Now, think of a new function D = the distance between two points in 60D space. This is classic L2 distance, take the difference of each component, square each, add all the squares, and take the square root of the sum. D(A, B) = sqrt( (A-B)^2) where A and B are each 60 dimensional vectors.

This can be expanded, though, to D(A, B) = sqrt(A * A -2*dot(A,B) + B * B). A and B are unit magnitude, then. And the function D is monotonic, so it won't change the sort order if we remove the sqrt() and look at squared distances. This leaves us with only -2 * dot(A,B). Thus, miniumizing distance is exactly equivalent to maximizing dot product.

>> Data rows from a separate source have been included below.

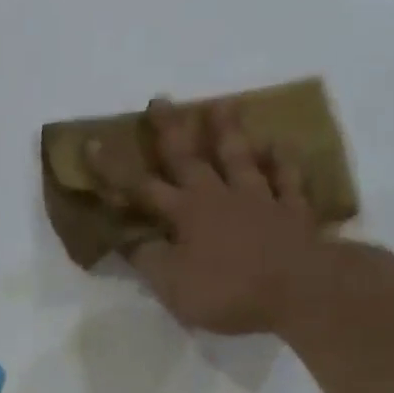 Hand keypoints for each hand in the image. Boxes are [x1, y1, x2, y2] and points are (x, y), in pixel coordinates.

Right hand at [87, 97, 324, 334]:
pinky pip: (287, 179)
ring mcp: (260, 199)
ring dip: (229, 131)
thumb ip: (150, 261)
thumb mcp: (173, 286)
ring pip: (240, 157)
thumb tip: (131, 240)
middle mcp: (219, 197)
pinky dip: (282, 160)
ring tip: (222, 104)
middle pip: (191, 158)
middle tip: (160, 102)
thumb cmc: (227, 291)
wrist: (299, 289)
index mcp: (186, 214)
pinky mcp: (292, 211)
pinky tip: (278, 144)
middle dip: (171, 130)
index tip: (94, 144)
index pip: (142, 188)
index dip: (115, 169) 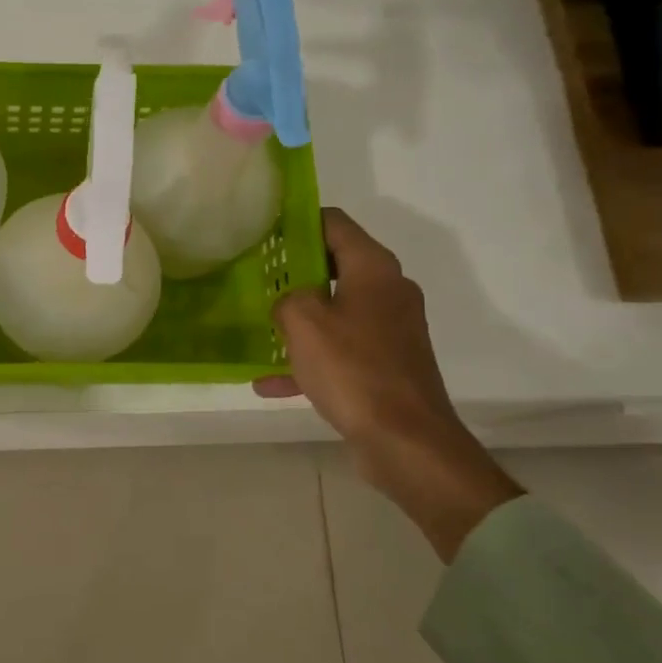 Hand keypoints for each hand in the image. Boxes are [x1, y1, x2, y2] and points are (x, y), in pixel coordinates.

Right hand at [256, 208, 521, 560]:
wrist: (406, 440)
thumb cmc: (353, 369)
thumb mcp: (302, 322)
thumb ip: (287, 298)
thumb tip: (290, 302)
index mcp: (374, 268)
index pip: (334, 223)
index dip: (298, 222)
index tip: (264, 233)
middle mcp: (389, 291)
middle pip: (335, 265)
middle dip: (294, 272)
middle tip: (256, 279)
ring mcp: (391, 330)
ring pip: (336, 311)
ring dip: (300, 319)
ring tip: (261, 327)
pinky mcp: (388, 365)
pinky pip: (341, 351)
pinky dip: (311, 360)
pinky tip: (270, 382) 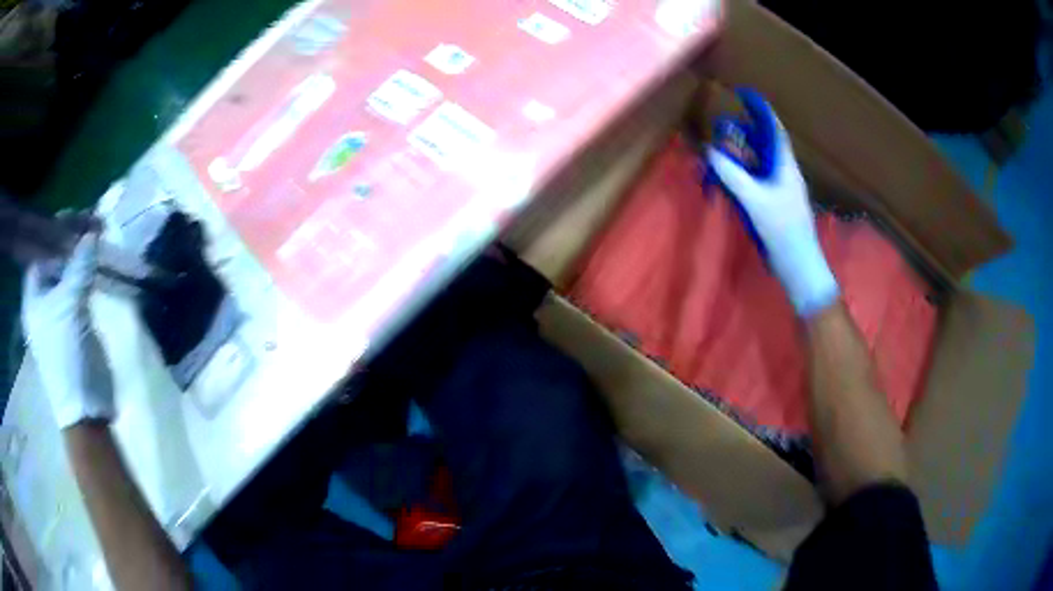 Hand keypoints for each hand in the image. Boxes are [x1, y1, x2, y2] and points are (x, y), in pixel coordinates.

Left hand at [21, 231, 114, 428]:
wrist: (86, 409)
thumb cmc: (68, 358)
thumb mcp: (71, 307)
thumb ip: (79, 266)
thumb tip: (92, 232)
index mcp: (33, 297)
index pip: (40, 250)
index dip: (55, 230)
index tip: (76, 217)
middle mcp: (42, 300)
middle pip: (54, 258)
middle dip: (72, 239)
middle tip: (93, 224)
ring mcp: (58, 312)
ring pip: (68, 271)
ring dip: (82, 254)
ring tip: (99, 237)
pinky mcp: (74, 321)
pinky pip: (79, 286)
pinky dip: (88, 272)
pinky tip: (99, 263)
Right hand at [707, 88, 838, 316]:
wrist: (798, 265)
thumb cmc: (782, 230)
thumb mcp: (755, 201)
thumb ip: (732, 175)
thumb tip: (710, 151)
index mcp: (785, 166)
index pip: (773, 129)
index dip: (760, 109)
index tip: (743, 94)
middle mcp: (783, 173)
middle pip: (764, 144)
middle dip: (745, 131)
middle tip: (723, 126)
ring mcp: (780, 190)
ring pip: (759, 163)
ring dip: (741, 154)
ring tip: (720, 150)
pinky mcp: (774, 205)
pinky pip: (756, 180)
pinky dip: (741, 175)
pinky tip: (728, 180) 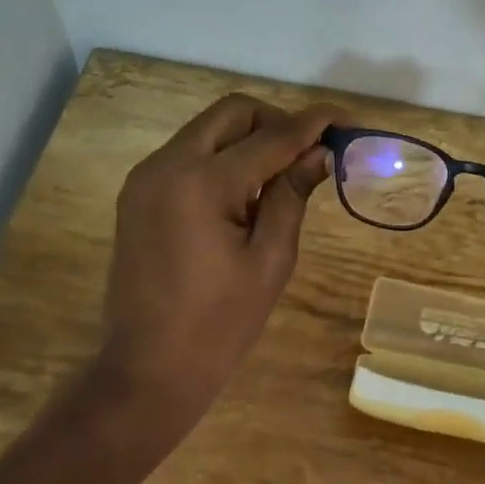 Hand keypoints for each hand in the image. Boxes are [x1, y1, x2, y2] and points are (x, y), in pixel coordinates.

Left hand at [94, 93, 343, 449]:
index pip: (270, 135)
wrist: (146, 371)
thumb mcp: (270, 260)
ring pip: (209, 130)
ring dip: (249, 139)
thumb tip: (321, 152)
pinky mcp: (139, 193)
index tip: (345, 120)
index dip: (312, 124)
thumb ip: (293, 195)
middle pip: (232, 112)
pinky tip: (245, 194)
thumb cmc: (219, 325)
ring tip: (280, 180)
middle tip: (309, 154)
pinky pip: (190, 154)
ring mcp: (146, 177)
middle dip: (276, 122)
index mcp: (201, 183)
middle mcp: (166, 165)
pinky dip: (223, 158) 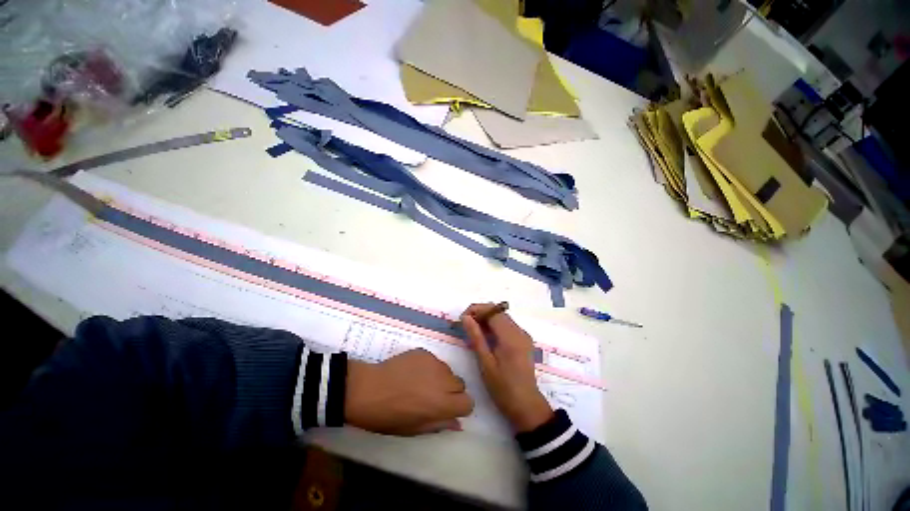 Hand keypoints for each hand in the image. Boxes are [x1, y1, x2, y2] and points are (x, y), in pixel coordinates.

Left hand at [345, 349, 473, 434]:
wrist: (368, 389)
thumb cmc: (389, 416)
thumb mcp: (414, 429)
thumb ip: (440, 424)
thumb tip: (458, 424)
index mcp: (442, 403)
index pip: (468, 402)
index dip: (459, 406)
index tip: (448, 408)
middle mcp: (443, 380)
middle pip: (460, 384)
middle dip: (451, 391)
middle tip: (433, 396)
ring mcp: (434, 363)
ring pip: (448, 371)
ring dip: (441, 378)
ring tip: (421, 383)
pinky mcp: (424, 352)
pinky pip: (434, 361)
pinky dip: (429, 367)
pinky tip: (413, 372)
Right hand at [461, 304, 552, 432]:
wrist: (526, 406)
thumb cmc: (503, 388)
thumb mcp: (485, 363)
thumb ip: (476, 337)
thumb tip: (465, 317)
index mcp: (511, 336)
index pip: (492, 311)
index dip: (476, 310)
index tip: (462, 318)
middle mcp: (520, 331)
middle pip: (498, 312)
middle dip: (480, 313)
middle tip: (465, 324)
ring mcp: (523, 335)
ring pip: (502, 317)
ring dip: (487, 319)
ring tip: (472, 330)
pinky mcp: (523, 340)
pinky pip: (507, 325)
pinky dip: (494, 326)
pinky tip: (485, 336) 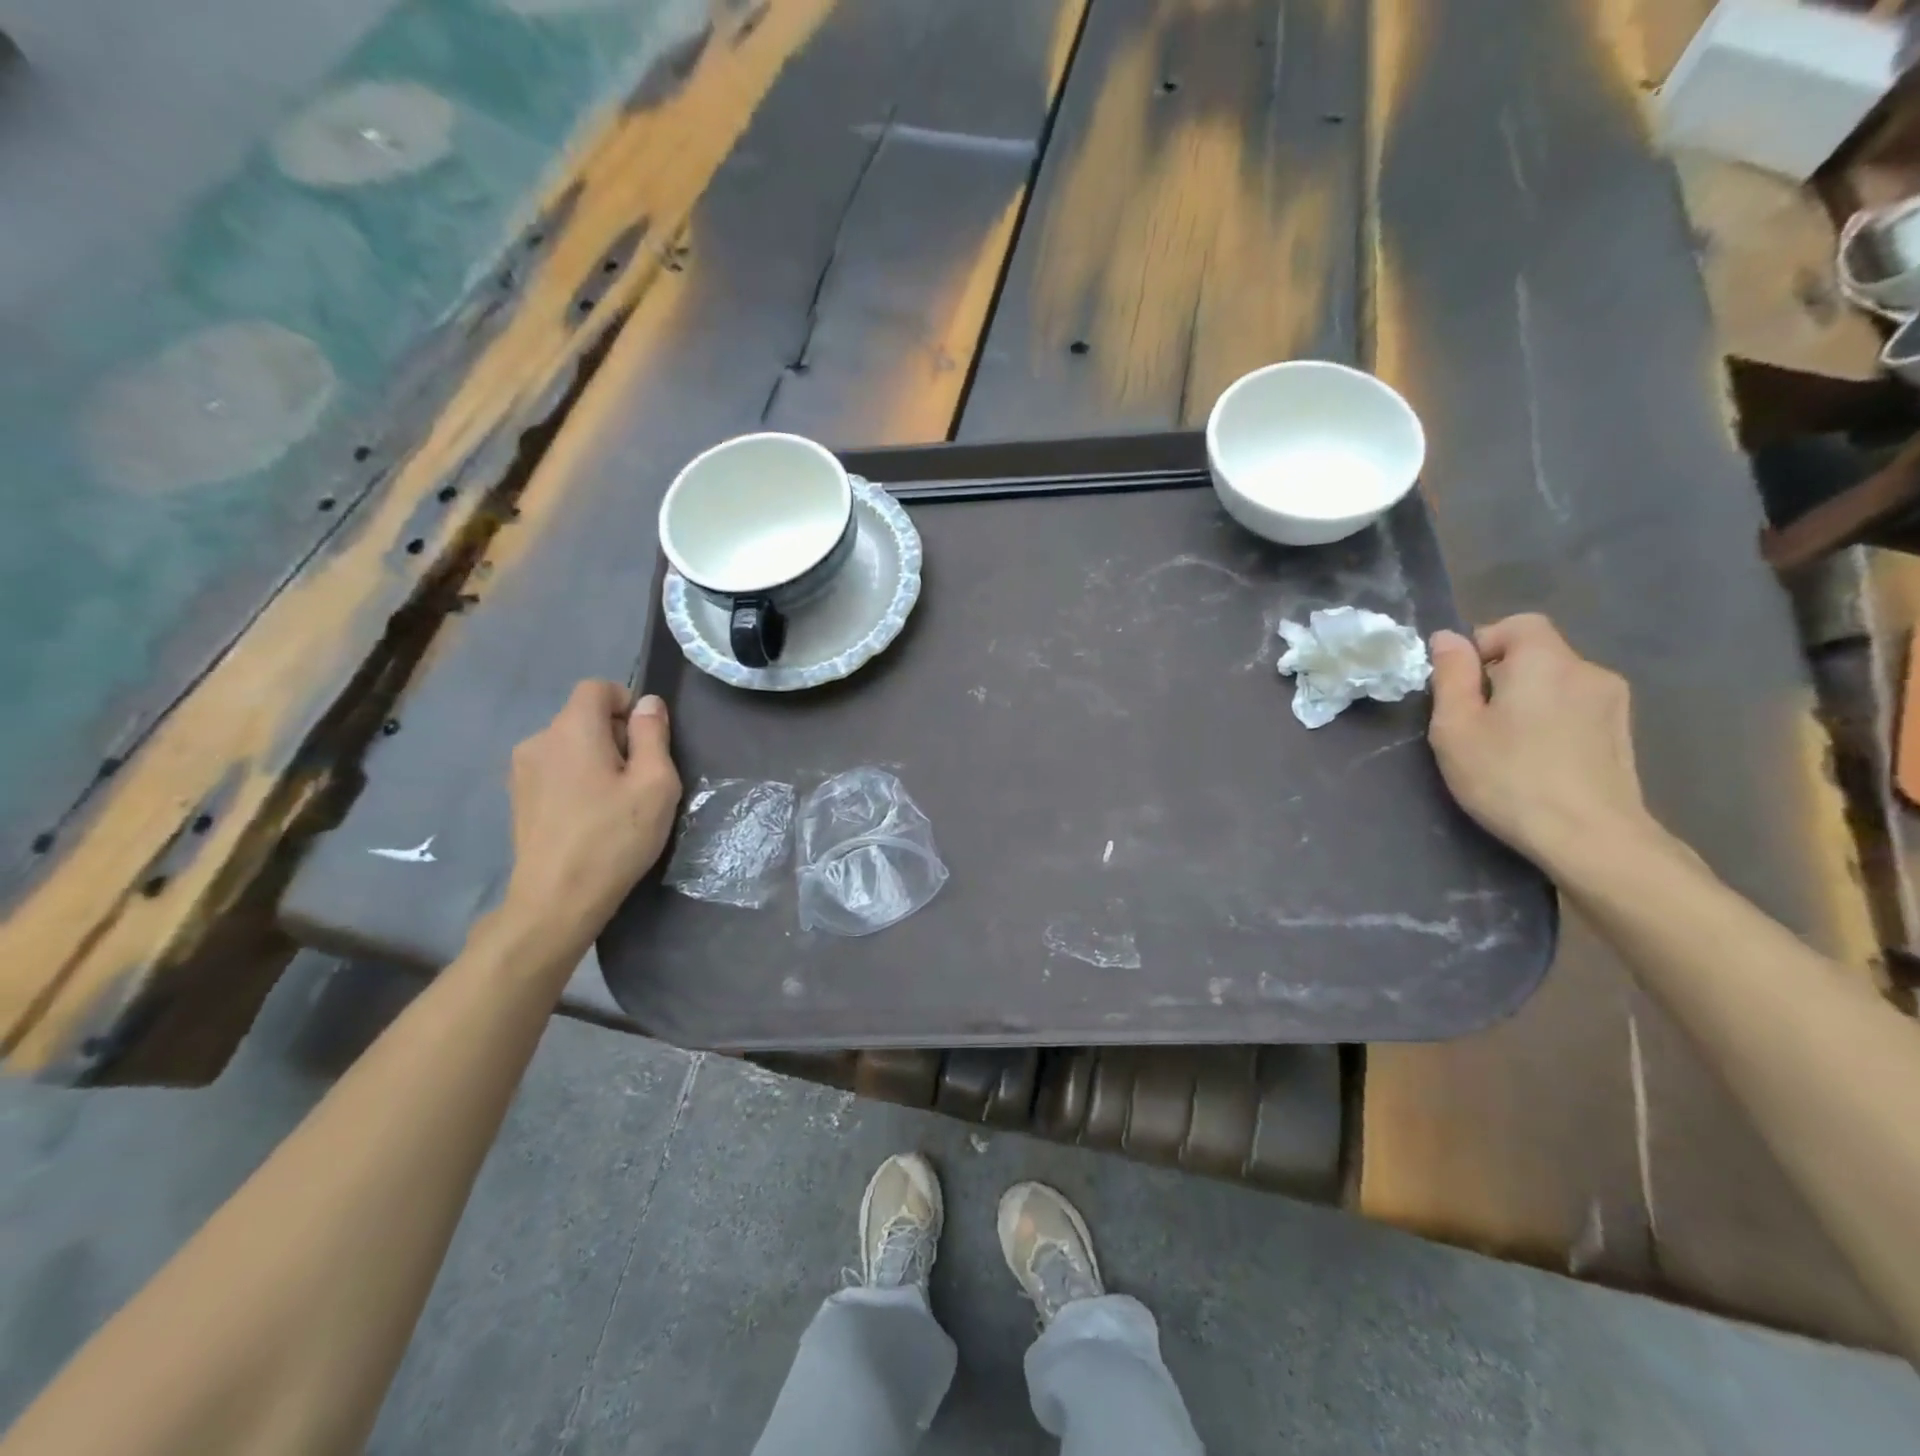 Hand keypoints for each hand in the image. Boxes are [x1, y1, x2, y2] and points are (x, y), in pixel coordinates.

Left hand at [502, 681, 680, 940]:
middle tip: (639, 780)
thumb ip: (653, 735)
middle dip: (616, 736)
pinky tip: (590, 817)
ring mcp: (522, 771)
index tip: (647, 742)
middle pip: (584, 717)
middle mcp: (539, 740)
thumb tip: (647, 703)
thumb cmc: (614, 838)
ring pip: (570, 745)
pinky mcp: (519, 798)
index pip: (597, 687)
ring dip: (596, 760)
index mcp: (572, 730)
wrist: (557, 899)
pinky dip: (577, 780)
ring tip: (615, 803)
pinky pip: (556, 770)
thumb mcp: (655, 784)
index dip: (627, 704)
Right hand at [1427, 614, 1651, 870]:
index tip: (1462, 686)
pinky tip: (1538, 759)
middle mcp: (1587, 670)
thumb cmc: (1509, 778)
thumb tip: (1447, 638)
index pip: (1516, 624)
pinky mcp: (1623, 732)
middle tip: (1475, 722)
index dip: (1483, 645)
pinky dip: (1551, 720)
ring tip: (1507, 745)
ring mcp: (1613, 702)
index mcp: (1544, 661)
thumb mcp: (1456, 727)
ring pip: (1556, 683)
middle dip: (1501, 676)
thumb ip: (1451, 676)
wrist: (1591, 837)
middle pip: (1537, 654)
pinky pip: (1576, 707)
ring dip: (1527, 700) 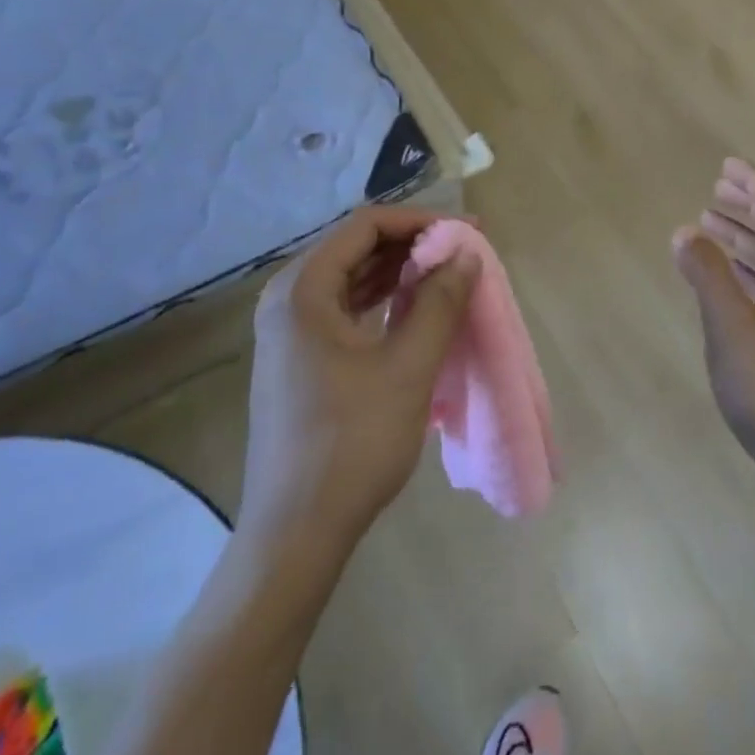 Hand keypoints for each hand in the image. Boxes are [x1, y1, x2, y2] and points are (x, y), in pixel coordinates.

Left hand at [240, 207, 479, 555]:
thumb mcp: (408, 366)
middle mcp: (287, 299)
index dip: (420, 221)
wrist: (296, 533)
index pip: (366, 226)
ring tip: (449, 275)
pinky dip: (383, 300)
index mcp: (302, 290)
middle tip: (464, 253)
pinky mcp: (298, 359)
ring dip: (400, 272)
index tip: (466, 232)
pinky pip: (345, 309)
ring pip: (352, 278)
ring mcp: (289, 331)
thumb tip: (466, 253)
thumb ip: (440, 301)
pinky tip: (415, 308)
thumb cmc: (353, 442)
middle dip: (413, 244)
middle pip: (356, 248)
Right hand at [672, 159, 754, 490]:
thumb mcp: (732, 327)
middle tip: (716, 189)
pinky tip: (725, 273)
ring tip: (710, 224)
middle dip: (749, 206)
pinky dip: (749, 270)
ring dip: (746, 238)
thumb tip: (685, 231)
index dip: (754, 182)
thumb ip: (708, 274)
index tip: (726, 165)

So the original T() classificiation metric can be simplified into finding the highest dot product between the nornalized vectors. And that comparison is shown equivalent to finding the closest points to the sample point in 60-D space.

So now all you need to do is solve the equivalent problem of "given a normalized point in 60D space, list the 20 points in the database of normalized sample vectors which are nearest to it."

That problem is a well understood one.. it's K Nearest Neighbors. There are many algorithms for solving this. The most common is classic KD trees .

But there's a problem. KD trees have an O(e^D) behavior.. high dimensionality quickly becomes painful. And 60 dimensions is definitely in that extremely painful category. Don't even try it.

There are several alternative general techniques for high D nearest neighbor however. This paper gives a clear method.

But in practice, there's a great solution involving yet another transform. If you have a metric space (which you do, or you wouldn't be using the Tanimoto comparison), you can reduce the dimensionality of the problem by a 60 dimensional rotation. That sounds complex and scary, but it's very common.. it's a form of singular value decomposition, or eigenvalue decomposition. In statistics, it's known as Principal Components Analysis.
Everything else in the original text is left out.